A shocking 2015 body camera video of a Burlington Police Department officer shooting a white woman in her yard in front of her young children has emerged online six years later.
Local officials fought a lengthy legal battle in Iowa courts looking to cover the incident up. In 2018, a federal judge forced them to release the video to the public, but it was largely ignored by the mainstream media and activist groups for political and racial reasons. The officer, Jesse Hill, is black, while his victim, Autumn Steele, is white.
Hill, who yells “I’m going to prison” after killing Steele, was never disciplined for the shooting. He testified that the family dog was attacking him, but this was later found out to be a lie.
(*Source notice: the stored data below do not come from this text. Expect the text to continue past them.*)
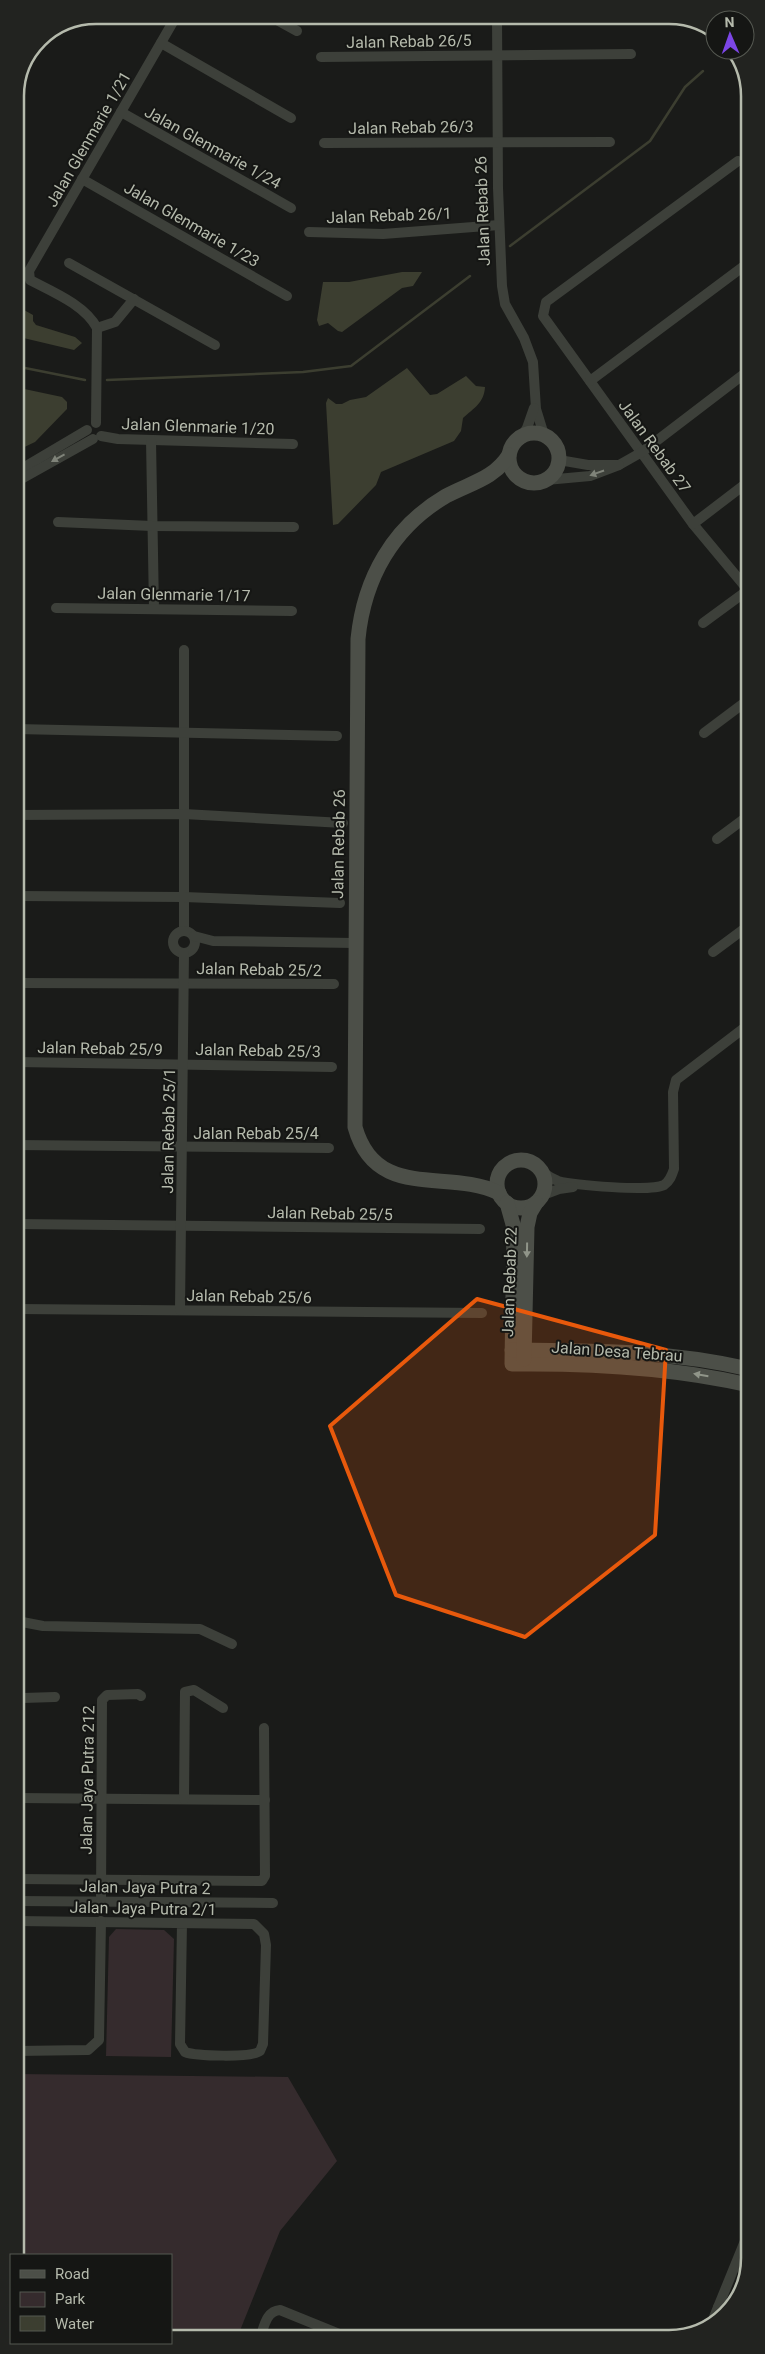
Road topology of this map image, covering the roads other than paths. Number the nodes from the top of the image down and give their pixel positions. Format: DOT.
graph roads {
  1 [pos="173,24"];
  2 [pos="284,24"];
  3 [pos="497,24"];
  4 [pos="297,31"];
  5 [pos="161,43"];
  6 [pos="631,54"];
  7 [pos="498,55"];
  8 [pos="321,57"];
  9 [pos="121,112"];
  10 [pos="291,118"];
  11 [pos="498,141"];
  12 [pos="610,142"];
  13 [pos="324,143"];
  14 [pos="738,162"];
  15 [pos="82,179"];
  16 [pos="291,208"];
  17 [pos="500,225"];
  18 [pos="309,232"];
  19 [pos="70,262"];
  20 [pos="741,268"];
  21 [pos="288,296"];
  22 [pos="134,299"];
  23 [pos="97,328"];
  24 [pos="215,345"];
  25 [pos="741,376"];
  26 [pos="590,381"];
  27 [pos="535,399"];
  28 [pos="96,423"];
  29 [pos="87,430"];
  30 [pos="544,435"];
  31 [pos="522,436"];
  32 [pos="97,437"];
  33 [pos="151,440"];
  34 [pos="293,444"];
  35 [pos="642,452"];
  36 [pos="509,455"];
  37 [pos="559,460"];
  38 [pos="619,465"];
  39 [pos="32,468"];
  40 [pos="24,470"];
  41 [pos="24,475"];
  42 [pos="517,476"];
  43 [pos="546,480"];
  44 [pos="474,484"];
  45 [pos="741,487"];
  46 [pos="58,522"];
  47 [pos="693,524"];
  48 [pos="152,526"];
  49 [pos="294,526"];
  50 [pos="741,582"];
  51 [pos="741,595"];
  52 [pos="56,608"];
  53 [pos="154,609"];
  54 [pos="292,611"];
  55 [pos="703,623"];
  56 [pos="184,650"];
  57 [pos="741,705"];
  58 [pos="24,729"];
  59 [pos="184,731"];
  60 [pos="704,733"];
  61 [pos="338,736"];
  62 [pos="184,814"];
  63 [pos="24,815"];
  64 [pos="741,821"];
  65 [pos="343,822"];
  66 [pos="717,839"];
  67 [pos="24,896"];
  68 [pos="184,897"];
  69 [pos="340,903"];
  70 [pos="184,931"];
  71 [pos="741,931"];
  72 [pos="194,936"];
  73 [pos="213,941"];
  74 [pos="354,943"];
  75 [pos="194,947"];
  76 [pos="713,952"];
  77 [pos="184,953"];
  78 [pos="24,983"];
  79 [pos="184,983"];
  80 [pos="334,984"];
  81 [pos="741,1030"];
  82 [pos="24,1062"];
  83 [pos="184,1064"];
  84 [pos="332,1067"];
  85 [pos="24,1145"];
  86 [pos="182,1148"];
  87 [pos="329,1148"];
  88 [pos="499,1173"];
  89 [pos="544,1174"];
  90 [pos="458,1182"];
  91 [pos="589,1186"];
  92 [pos="503,1198"];
  93 [pos="540,1199"];
  94 [pos="24,1224"];
  95 [pos="180,1226"];
  96 [pos="480,1229"];
  97 [pos="24,1309"];
  98 [pos="180,1310"];
  99 [pos="482,1312"];
  100 [pos="525,1323"];
  101 [pos="560,1350"];
  102 [pos="518,1357"];
  103 [pos="741,1367"];
  104 [pos="741,1383"];
  105 [pos="24,1622"];
  106 [pos="232,1644"];
  107 [pos="140,1696"];
  108 [pos="55,1697"];
  109 [pos="24,1698"];
  110 [pos="223,1708"];
  111 [pos="264,1728"];
  112 [pos="24,1798"];
  113 [pos="101,1798"];
  114 [pos="184,1799"];
  115 [pos="265,1800"];
  116 [pos="24,1879"];
  117 [pos="101,1880"];
  118 [pos="24,1901"];
  119 [pos="100,1901"];
  120 [pos="273,1903"];
  121 [pos="24,1921"];
  122 [pos="101,1921"];
  123 [pos="182,1923"];
  124 [pos="24,2051"];
  125 [pos="741,2252"];
  126 [pos="718,2307"];
  127 [pos="716,2313"];
  128 [pos="263,2330"];
  129 [pos="330,2330"];
  1 -- 5 [label="street, Jalan Glenmarie 1/21"];
  2 -- 4 [label="street"];
  3 -- 7 [label="street, Jalan Rebab 26"];
  5 -- 9 [label="street, Jalan Glenmarie 1/21"];
  5 -- 10 [label="street"];
  6 -- 7 [label="street, Jalan Rebab 26/5"];
  7 -- 8 [label="street, Jalan Rebab 26/5"];
  7 -- 11 [label="street, Jalan Rebab 26"];
  9 -- 15 [label="street, Jalan Glenmarie 1/21"];
  9 -- 16 [label="street, Jalan Glenmarie 1/24"];
  11 -- 12 [label="street, Jalan Rebab 26/3"];
  11 -- 13 [label="street, Jalan Rebab 26/3"];
  11 -- 17 [label="street, Jalan Rebab 26"];
  14 -- 26 [label="street, Jalan Rebab 27"];
  15 -- 21 [label="street, Jalan Glenmarie 1/23"];
  15 -- 23 [label="street, Jalan Glenmarie 1/21"];
  17 -- 18 [label="street, Jalan Rebab 26/1"];
  17 -- 27 [label="street, Jalan Rebab 26"];
  19 -- 22 [label="street"];
  20 -- 26 [label="street"];
  22 -- 23 [label="street"];
  22 -- 24 [label="street"];
  23 -- 28 [label="street"];
  25 -- 35 [label="street"];
  26 -- 35 [label="street, Jalan Rebab 27"];
  27 -- 30 [label="street"];
  27 -- 31 [label="street"];
  28 -- 29 [label="street"];
  28 -- 32 [label="street"];
  29 -- 32 [label="street"];
  29 -- 39 [label="street"];
  30 -- 31 [label="street"];
  30 -- 37 [label="street"];
  31 -- 36 [label="street"];
  32 -- 33 [label="street, Jalan Glenmarie 1/20"];
  32 -- 39 [label="street, one-way"];
  33 -- 34 [label="street, Jalan Glenmarie 1/20"];
  33 -- 48 [label="street"];
  35 -- 38 [label="street"];
  35 -- 47 [label="street, Jalan Rebab 27"];
  36 -- 42 [label="street"];
  36 -- 44 [label="street"];
  37 -- 38 [label="street"];
  37 -- 43 [label="street"];
  38 -- 43 [label="street, one-way"];
  39 -- 40 [label="street"];
  39 -- 41 [label="street"];
  42 -- 43 [label="street"];
  42 -- 44 [label="street"];
  44 -- 74 [label="street, Jalan Rebab 26"];
  45 -- 47 [label="street"];
  46 -- 48 [label="street"];
  47 -- 50 [label="street, Jalan Rebab 27"];
  48 -- 49 [label="street"];
  48 -- 53 [label="street"];
  51 -- 55 [label="street"];
  52 -- 53 [label="street, Jalan Glenmarie 1/17"];
  53 -- 54 [label="street, Jalan Glenmarie 1/17"];
  56 -- 59 [label="street"];
  57 -- 60 [label="street"];
  58 -- 59 [label="street"];
  59 -- 61 [label="street"];
  59 -- 62 [label="street"];
  62 -- 63 [label="street"];
  62 -- 65 [label="street"];
  62 -- 68 [label="street"];
  64 -- 66 [label="street"];
  67 -- 68 [label="street"];
  68 -- 69 [label="street"];
  68 -- 70 [label="street"];
  70 -- 72 [label="street"];
  70 -- 77 [label="street"];
  71 -- 76 [label="street"];
  72 -- 73 [label="street"];
  72 -- 75 [label="street"];
  73 -- 74 [label="street"];
  73 -- 75 [label="street"];
  74 -- 90 [label="street, Jalan Rebab 26"];
  75 -- 77 [label="street"];
  77 -- 79 [label="street, Jalan Rebab 25/1"];
  78 -- 79 [label="street, Jalan Rebab 25/2"];
  79 -- 80 [label="street, Jalan Rebab 25/2"];
  79 -- 83 [label="street, Jalan Rebab 25/1"];
  81 -- 91 [label="street"];
  82 -- 83 [label="street, Jalan Rebab 25/9"];
  83 -- 84 [label="street, Jalan Rebab 25/3"];
  83 -- 86 [label="street, Jalan Rebab 25/1"];
  85 -- 86 [label="street, Jalan Rebab 25/4"];
  86 -- 87 [label="street, Jalan Rebab 25/4"];
  86 -- 95 [label="street, Jalan Rebab 25/1"];
  88 -- 89 [label="street"];
  88 -- 90 [label="street, Jalan Rebab 26"];
  88 -- 92 [label="street"];
  89 -- 91 [label="street"];
  89 -- 93 [label="street"];
  90 -- 92 [label="street, Jalan Rebab 26"];
  91 -- 93 [label="street"];
  92 -- 93 [label="street"];
  92 -- 102 [label="street, Jalan Rebab 22"];
  93 -- 100 [label="street, Jalan Rebab 22, one-way"];
  94 -- 95 [label="street, Jalan Rebab 25/5"];
  95 -- 96 [label="street, Jalan Rebab 25/5"];
  95 -- 98 [label="street, Jalan Rebab 25/1"];
  97 -- 98 [label="street, Jalan Rebab 25/6"];
  98 -- 99 [label="street, Jalan Rebab 25/6"];
  100 -- 101 [label="street"];
  100 -- 102 [label="street, Jalan Rebab 22"];
  101 -- 102 [label="street, Jalan Desa Tebrau"];
  101 -- 103 [label="street, Jalan Desa Tebrau"];
  104 -- 102 [label="street, Jalan Desa Tebrau, one-way"];
  105 -- 106 [label="street"];
  107 -- 113 [label="street, Jalan Jaya Putra 212"];
  108 -- 109 [label="street"];
  110 -- 114 [label="street"];
  111 -- 115 [label="street"];
  112 -- 113 [label="street"];
  113 -- 114 [label="street"];
  113 -- 117 [label="street, Jalan Jaya Putra 212"];
  114 -- 115 [label="street"];
  115 -- 117 [label="street"];
  116 -- 117 [label="street"];
  117 -- 119 [label="street, Jalan Jaya Putra 212"];
  118 -- 119 [label="street, Jalan Jaya Putra 2"];
  119 -- 120 [label="street, Jalan Jaya Putra 2"];
  121 -- 122 [label="street, Jalan Jaya Putra 2/1"];
  122 -- 123 [label="street, Jalan Jaya Putra 2/1"];
  122 -- 124 [label="street"];
  123 -- 123 [label="street, Jalan Jaya Putra 2/1"];
  125 -- 126 [label="street"];
  126 -- 127 [label="street"];
  128 -- 129 [label="street"];
}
Steele’s family eventually won a $2 million dollar wrongful death settlement in their civil case. Separate litigation over the incident is ongoing due to Burlington’s stubborn refusal to release additional pieces of evidence proving wrongdoing by officer Hill.
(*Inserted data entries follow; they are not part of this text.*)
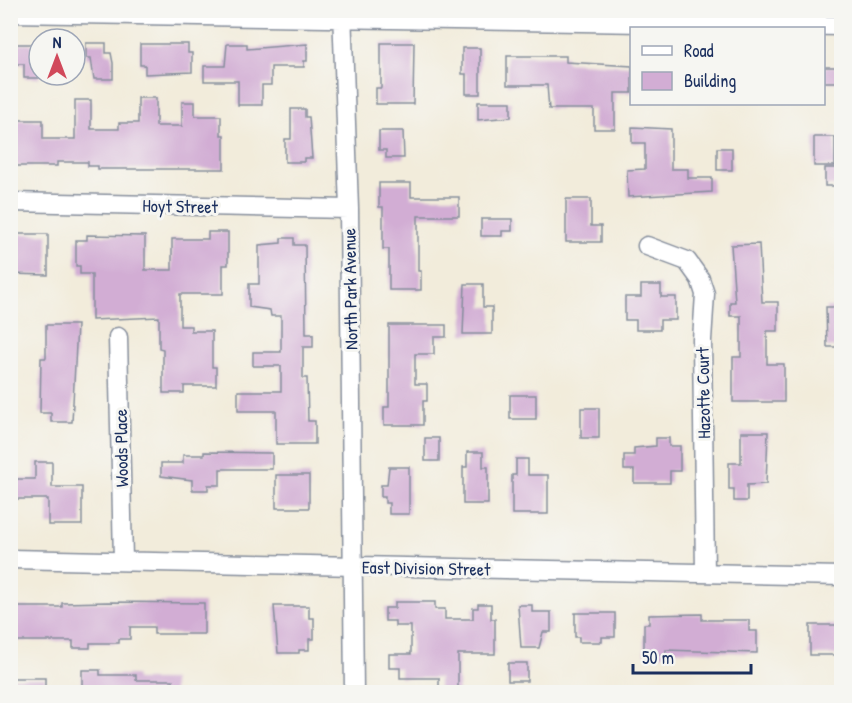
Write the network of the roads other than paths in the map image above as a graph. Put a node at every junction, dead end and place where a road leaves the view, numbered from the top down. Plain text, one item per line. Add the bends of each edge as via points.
1 (10, 13) edge
2 (342, 14) edge
3 (814, 18) edge
4 (842, 26) edge
5 (10, 202) edge
6 (349, 210) junction
7 (647, 246) dead end
8 (118, 337) dead end
9 (10, 559) edge
10 (123, 560) junction
11 (353, 567) junction
12 (705, 573) junction
13 (842, 576) edge
14 (354, 693) edge

1 - 2 street
2 - 3 street
2 - 6 street, North Park Avenue
3 - 4 street
5 - 6 street, Hoyt Street
6 - 11 street, North Park Avenue
7 - 12 street, Hazotte Court via 687,261 705,294 702,340
8 - 10 street, Woods Place
9 - 10 street, East Division Street
10 - 11 street, East Division Street
11 - 12 street, East Division Street
11 - 14 street, North Park Avenue
12 - 13 street, East Division Street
While Iowa has open records laws that in theory guarantee public access, police departments in the state force families and advocates to fight expensive legal battles in hopes of deterring requests for video in cases of obvious wrongdoing. The lack of interest from outlets like the New York Times and CNN in police brutality cases when the victim is white also allows them to avoid scrutiny and criticism for this practice.
Jesse Hill continues to work for the BPD as a school resource officer (SRO) at Burlington High School. Seeing Hill’s history of, at best, flagrant incompetence in wielding his firearm, the fact that the local police find it appropriate to allow him to carry a gun around children is an act of mind boggling disregard for public safety.
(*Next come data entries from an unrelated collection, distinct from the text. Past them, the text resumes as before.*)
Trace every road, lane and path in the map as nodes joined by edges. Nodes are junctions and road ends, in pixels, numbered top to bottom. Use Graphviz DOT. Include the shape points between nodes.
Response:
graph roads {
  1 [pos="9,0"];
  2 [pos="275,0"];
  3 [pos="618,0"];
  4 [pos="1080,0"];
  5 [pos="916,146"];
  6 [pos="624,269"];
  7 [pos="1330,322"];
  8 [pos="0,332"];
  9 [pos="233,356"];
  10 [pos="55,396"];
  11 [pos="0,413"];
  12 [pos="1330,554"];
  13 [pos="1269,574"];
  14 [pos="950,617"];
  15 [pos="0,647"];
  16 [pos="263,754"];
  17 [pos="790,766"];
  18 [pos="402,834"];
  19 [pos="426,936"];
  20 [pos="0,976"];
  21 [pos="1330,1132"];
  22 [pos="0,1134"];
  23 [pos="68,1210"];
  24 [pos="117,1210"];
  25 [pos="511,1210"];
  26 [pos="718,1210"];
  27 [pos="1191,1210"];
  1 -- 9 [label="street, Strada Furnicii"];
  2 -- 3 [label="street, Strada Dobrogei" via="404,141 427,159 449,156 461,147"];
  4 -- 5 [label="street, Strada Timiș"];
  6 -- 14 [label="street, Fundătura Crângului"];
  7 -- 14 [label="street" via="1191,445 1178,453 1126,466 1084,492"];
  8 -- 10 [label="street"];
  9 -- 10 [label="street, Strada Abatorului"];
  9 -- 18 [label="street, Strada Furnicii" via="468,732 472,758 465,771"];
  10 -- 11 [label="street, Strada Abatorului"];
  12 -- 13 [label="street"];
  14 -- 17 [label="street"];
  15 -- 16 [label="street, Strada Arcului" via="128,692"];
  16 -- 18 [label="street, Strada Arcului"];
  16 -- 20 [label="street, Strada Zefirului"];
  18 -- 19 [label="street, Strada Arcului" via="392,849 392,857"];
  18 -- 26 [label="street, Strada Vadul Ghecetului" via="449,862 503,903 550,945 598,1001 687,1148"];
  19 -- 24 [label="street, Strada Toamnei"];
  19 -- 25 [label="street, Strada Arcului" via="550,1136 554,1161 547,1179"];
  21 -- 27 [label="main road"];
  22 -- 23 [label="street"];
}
The decision to keep Hill may be motivated by fear of being accused of racism. The Burlington Police Department is only 2% black, making Hill a prized token that must be kept on the force by all means.
Over half of all police shootings are committed against white people — roughly proportional to the overall white population — despite being significantly less likely to commit crimes (especially violent crimes) than blacks. Because white people are not allowed to have political advocates, discussion on the subject tends to focus exclusively on black figures like George Floyd, while genuine injustices against innocent people like Autumn Steele are ignored.